The line holding "index dip: (397, 360)" and every line after it through the end of the entries below: retype these exactly and nothing more.

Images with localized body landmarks
══════════
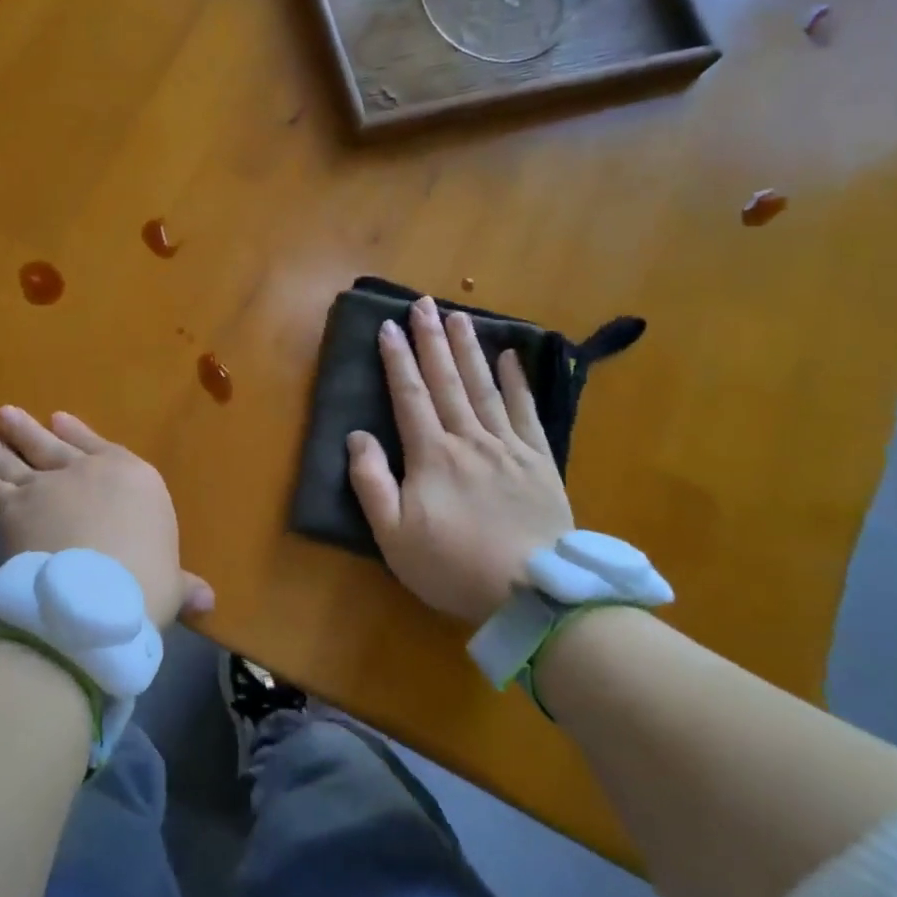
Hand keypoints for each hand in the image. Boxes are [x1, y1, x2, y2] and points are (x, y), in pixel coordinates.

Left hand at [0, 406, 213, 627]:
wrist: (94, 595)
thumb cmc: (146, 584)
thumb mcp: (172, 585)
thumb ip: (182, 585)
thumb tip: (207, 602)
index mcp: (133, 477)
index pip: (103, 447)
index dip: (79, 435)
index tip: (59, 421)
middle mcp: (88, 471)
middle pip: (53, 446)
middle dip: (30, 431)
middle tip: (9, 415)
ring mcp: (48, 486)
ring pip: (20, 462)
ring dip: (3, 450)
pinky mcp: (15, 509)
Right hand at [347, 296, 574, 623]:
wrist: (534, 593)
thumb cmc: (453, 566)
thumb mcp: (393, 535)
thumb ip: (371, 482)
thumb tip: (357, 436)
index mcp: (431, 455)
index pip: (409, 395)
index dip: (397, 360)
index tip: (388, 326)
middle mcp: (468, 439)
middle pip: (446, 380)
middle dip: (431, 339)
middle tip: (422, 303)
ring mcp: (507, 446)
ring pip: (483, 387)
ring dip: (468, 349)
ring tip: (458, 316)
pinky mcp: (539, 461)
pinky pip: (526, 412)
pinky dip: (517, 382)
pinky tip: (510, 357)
══════════
Written answer —
index dip: (397, 360)
index tip: (388, 326)
middle mcp: (468, 439)
middle pip: (446, 380)
middle dip: (431, 339)
middle tip: (422, 303)
ring mcp: (507, 446)
ring pip: (483, 387)
ring dip: (468, 349)
ring tip: (458, 316)
pinky mcp: (539, 461)
pinky pip: (526, 412)
pinky dip: (517, 382)
pinky tip: (510, 357)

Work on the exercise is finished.